The film is an original narrative of former army soldier turned covert agent Pathaan (Shah Rukh Khan) and his arch-foe Jim, which expands Yrf’s spy universe (previously headed by Salman Khan’s Tiger and Hrithik Roshan’s Kabir) (John Abraham).
Pathaan is a grandiose action thriller that plays to the gallery and lives up to expectations, as it marks Shah Rukh Khan’s comeback to the big screen after four long years. Pathaan is more like a filmy Mountain Dew commercial that slowly but surely finds its footing, despite its far-fetched storyline but great star power and aesthetic.
The narrative covers India’s withdrawal of article 370 (special status of Jammu and Kashmir) and its repercussions on a Pakistani officer, who wants India to pay for this ‘error’. He approaches Jim, an ex-RAW agent who has been wronged by his own people. He is accompanied by his beautiful companion Rubai, an ex-ISI agent with unclear objectives (Deepika Padukone). Pathaan, Jim, and Rubina lock horns as they cross continents in a lethal game of treachery and vengeance. The three compete to destroy and defend the worlds in which they believe.
Siddharth Anand’s spy thriller is given an extravagant touch by the director. He portrays it more like a superhero picture, requiring a big leap of faith.

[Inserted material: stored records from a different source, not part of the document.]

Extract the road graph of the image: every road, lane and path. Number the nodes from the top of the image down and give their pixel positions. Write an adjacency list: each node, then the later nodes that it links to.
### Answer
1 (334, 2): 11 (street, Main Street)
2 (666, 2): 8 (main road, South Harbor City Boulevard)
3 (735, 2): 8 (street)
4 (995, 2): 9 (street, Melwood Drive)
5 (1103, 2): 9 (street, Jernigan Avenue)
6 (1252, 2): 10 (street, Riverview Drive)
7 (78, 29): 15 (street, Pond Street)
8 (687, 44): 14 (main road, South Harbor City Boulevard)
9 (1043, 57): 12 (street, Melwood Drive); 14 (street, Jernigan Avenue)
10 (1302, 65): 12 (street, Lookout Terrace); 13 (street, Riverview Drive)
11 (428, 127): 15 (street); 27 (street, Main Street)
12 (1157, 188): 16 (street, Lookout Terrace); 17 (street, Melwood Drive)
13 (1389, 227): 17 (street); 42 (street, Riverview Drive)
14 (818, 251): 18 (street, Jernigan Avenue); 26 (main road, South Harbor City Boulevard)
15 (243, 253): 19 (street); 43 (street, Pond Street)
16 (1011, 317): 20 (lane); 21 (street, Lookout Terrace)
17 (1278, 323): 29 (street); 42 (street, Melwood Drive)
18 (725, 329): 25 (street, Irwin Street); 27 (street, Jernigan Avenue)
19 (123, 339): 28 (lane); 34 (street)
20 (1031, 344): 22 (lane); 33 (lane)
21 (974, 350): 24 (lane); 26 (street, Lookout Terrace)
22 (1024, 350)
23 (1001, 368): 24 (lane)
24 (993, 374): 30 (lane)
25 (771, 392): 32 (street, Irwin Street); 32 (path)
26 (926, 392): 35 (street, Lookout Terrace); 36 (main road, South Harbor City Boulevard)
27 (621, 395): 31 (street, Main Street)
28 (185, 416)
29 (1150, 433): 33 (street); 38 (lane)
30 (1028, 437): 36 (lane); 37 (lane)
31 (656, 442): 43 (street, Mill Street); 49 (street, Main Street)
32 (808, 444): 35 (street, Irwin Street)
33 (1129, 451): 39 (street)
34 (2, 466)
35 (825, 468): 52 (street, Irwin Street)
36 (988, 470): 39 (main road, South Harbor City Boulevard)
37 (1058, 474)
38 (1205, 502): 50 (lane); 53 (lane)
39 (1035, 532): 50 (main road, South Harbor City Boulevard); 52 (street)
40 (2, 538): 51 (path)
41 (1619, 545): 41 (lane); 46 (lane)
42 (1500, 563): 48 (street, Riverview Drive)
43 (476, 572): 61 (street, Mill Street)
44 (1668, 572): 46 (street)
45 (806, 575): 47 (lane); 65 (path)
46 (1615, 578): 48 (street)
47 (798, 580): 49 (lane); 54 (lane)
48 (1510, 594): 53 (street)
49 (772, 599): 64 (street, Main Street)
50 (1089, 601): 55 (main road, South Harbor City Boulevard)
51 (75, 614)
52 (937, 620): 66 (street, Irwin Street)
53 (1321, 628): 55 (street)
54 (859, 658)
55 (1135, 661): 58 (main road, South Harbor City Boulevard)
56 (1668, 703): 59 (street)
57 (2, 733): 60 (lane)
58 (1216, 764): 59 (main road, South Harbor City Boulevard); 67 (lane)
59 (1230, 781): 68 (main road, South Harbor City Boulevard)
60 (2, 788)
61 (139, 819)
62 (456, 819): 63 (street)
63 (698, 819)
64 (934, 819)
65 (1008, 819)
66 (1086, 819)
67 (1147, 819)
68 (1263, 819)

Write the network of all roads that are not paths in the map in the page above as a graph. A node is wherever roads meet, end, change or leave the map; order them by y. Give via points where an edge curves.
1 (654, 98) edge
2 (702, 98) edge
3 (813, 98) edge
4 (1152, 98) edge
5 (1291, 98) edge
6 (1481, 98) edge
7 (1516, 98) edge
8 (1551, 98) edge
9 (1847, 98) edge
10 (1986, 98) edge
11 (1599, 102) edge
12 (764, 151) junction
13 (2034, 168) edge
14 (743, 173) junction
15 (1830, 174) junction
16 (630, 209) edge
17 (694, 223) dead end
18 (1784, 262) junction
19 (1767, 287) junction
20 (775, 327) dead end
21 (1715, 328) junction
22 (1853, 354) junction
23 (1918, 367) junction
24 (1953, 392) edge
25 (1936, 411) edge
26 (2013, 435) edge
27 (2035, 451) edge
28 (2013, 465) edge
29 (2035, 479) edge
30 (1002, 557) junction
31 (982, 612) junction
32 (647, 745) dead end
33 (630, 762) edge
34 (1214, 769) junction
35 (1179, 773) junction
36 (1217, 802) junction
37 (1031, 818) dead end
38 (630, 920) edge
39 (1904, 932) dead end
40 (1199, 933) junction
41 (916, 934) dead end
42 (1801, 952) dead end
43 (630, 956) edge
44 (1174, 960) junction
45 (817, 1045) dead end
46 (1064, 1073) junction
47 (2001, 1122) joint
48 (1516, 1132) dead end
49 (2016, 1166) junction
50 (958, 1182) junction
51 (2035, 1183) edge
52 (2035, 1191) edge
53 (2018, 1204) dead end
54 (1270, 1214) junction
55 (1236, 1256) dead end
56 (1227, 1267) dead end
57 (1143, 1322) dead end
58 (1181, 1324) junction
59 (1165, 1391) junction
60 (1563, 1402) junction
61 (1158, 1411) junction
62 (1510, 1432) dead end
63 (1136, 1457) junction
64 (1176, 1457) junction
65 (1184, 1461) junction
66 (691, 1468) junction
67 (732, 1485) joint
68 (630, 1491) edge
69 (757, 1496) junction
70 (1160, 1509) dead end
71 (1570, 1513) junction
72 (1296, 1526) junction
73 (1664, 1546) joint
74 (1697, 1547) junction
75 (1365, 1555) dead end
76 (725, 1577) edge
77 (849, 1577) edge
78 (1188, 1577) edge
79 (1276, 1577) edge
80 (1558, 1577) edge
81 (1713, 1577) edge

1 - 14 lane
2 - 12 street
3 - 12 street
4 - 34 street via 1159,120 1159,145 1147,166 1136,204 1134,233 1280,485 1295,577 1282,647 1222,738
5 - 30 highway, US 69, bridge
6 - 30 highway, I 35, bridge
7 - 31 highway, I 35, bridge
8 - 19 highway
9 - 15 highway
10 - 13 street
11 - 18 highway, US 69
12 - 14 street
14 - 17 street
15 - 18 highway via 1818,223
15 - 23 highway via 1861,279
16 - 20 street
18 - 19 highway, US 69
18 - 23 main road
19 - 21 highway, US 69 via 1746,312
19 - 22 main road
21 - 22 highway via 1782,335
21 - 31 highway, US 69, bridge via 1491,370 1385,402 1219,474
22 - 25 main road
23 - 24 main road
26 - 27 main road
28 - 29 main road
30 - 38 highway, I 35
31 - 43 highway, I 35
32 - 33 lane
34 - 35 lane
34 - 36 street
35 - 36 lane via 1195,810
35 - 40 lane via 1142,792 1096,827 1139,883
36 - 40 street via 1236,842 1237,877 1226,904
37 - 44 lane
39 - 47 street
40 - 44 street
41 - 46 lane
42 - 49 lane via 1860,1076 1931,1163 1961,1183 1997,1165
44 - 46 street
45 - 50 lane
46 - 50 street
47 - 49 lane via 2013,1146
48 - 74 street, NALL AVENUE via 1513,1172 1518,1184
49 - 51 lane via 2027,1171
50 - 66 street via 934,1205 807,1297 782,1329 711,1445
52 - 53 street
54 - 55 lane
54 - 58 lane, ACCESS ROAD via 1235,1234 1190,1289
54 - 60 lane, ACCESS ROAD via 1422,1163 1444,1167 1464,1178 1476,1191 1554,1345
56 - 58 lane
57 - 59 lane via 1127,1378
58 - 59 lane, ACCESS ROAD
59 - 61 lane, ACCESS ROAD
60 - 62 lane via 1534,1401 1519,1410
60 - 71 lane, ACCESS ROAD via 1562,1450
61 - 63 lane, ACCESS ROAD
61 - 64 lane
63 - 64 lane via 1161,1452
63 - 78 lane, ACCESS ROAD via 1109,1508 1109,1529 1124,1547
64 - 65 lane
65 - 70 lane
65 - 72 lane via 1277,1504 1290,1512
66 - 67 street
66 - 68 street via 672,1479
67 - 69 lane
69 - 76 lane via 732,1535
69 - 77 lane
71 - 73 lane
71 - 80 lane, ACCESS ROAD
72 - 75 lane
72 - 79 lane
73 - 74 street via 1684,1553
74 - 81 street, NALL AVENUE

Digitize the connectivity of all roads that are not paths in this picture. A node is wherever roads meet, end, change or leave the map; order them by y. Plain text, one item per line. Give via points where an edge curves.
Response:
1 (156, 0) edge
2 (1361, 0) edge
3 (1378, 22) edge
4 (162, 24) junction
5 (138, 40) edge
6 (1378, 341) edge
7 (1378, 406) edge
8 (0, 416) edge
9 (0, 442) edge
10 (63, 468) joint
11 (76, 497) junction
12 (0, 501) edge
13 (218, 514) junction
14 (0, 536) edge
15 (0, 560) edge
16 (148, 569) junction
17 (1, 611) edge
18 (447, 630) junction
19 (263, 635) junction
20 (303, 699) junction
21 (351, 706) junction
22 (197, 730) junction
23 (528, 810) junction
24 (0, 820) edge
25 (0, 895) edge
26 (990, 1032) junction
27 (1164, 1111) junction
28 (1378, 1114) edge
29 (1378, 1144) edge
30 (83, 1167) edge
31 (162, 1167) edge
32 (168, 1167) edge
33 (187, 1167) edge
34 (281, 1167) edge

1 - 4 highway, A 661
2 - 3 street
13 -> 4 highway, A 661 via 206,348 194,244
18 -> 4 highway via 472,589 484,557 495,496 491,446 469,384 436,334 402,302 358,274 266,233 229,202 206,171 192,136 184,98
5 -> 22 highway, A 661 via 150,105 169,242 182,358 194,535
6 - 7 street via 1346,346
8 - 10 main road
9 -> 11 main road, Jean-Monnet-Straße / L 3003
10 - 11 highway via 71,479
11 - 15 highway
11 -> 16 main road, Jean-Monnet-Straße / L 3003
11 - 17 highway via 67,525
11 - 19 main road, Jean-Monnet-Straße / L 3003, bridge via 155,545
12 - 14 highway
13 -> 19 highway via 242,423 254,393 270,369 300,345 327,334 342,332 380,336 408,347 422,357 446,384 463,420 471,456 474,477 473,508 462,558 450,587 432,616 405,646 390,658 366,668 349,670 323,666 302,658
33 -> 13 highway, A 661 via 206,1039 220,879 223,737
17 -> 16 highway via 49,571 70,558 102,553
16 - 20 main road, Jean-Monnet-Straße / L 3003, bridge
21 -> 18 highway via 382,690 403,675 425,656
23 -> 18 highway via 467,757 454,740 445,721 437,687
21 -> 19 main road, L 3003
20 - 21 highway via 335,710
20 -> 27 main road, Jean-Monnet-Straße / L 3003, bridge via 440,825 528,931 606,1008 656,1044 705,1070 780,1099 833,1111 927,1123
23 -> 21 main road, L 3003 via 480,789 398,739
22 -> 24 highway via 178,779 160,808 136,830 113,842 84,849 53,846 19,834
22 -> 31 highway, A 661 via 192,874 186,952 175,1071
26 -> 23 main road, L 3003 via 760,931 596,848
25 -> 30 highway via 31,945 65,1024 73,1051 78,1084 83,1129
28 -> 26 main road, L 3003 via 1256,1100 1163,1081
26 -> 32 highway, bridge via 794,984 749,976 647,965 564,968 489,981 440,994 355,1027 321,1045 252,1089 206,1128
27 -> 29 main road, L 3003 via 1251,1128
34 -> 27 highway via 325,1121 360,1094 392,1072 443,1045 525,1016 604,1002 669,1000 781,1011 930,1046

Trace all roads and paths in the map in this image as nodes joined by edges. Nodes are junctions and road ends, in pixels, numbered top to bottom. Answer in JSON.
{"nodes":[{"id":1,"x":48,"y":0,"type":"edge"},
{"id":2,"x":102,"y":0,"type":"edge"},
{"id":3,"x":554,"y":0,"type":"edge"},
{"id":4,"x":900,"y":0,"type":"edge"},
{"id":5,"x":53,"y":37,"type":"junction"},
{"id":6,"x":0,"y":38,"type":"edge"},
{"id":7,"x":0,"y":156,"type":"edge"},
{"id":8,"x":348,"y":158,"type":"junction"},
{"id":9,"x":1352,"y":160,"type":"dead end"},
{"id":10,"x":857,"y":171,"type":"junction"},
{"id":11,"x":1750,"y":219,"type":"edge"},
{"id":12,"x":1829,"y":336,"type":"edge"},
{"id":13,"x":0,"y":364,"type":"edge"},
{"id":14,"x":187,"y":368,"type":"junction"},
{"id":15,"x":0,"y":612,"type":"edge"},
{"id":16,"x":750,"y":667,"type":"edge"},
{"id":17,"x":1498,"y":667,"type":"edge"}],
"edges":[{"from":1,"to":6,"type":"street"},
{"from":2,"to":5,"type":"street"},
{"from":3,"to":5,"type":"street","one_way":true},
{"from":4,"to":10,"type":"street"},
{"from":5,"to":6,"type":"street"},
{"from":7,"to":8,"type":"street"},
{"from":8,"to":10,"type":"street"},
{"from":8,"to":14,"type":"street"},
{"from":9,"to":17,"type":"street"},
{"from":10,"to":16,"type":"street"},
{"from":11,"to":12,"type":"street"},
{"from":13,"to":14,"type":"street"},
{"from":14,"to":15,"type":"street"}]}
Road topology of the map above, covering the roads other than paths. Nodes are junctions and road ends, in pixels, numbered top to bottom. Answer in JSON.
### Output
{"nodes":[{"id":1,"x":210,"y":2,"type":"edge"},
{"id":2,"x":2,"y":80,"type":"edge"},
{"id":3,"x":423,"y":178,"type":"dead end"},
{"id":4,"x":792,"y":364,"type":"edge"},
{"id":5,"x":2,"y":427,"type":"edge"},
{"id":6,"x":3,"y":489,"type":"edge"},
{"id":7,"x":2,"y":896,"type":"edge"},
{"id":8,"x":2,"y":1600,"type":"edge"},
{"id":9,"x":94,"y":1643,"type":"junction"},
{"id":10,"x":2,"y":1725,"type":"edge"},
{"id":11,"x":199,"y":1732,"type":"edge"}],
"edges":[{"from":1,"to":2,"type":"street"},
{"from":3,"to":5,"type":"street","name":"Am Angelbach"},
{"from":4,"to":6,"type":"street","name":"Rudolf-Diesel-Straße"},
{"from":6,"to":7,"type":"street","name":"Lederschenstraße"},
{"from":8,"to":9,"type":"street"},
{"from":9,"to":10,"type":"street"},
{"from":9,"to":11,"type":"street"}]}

His obsession with and fanboy devotion to major Hollywood blockbusters, such as Marvel flicks or Tom Cruise’s Mission Impossible series, is clear here. Expect a Falcon-like wingsuit, exaggerated action and chase sequences, death, and gravity-defying stunts on cars, bikes, ice, and helicopters, immortal heroes and villains mouthing pithy speeches, a femme fatale, and everything infused with patriotism.
For the most part, the action takes precedence over emotions, and given SRK’s supremacy in that arena, it’s intriguing how he lets his body do the talking here with those extremely emotive eyes. His presence saves a lackluster narrative and mediocre VFX. While the background soundtrack feels out of place with the scenes, the title music captures the gallantry and swagger of the exhibit.
The film’s centerpiece, though, is John Abraham’s excellent performance as Jim. John is fantastic, whether it’s his Bane-like masked entrance or the stunt scenes. He’s a typical instance of the villain overshadowing the hero in parts. Deepika Padukone is a badass and ideally cast, yet her chemistry with SRK is flat and undeveloped. It lacks the zeal of John’s characters. SRK’s Dimple Kapadia pulls a Tenet and adds much-needed gravity and emotional left to the proceedings. You wish other characters radiated the genuineness she does.
Karan and Arjun reconvene in the YRF espionage world for an out-and-out whistle moment. Pathaan has all the components of a masala potboiler — slowmo entry, the classic struggle of good vs bad, and, most crucially, a sexy-smoldering Shah Rukh Khan who can fight the good fight on and off the screen.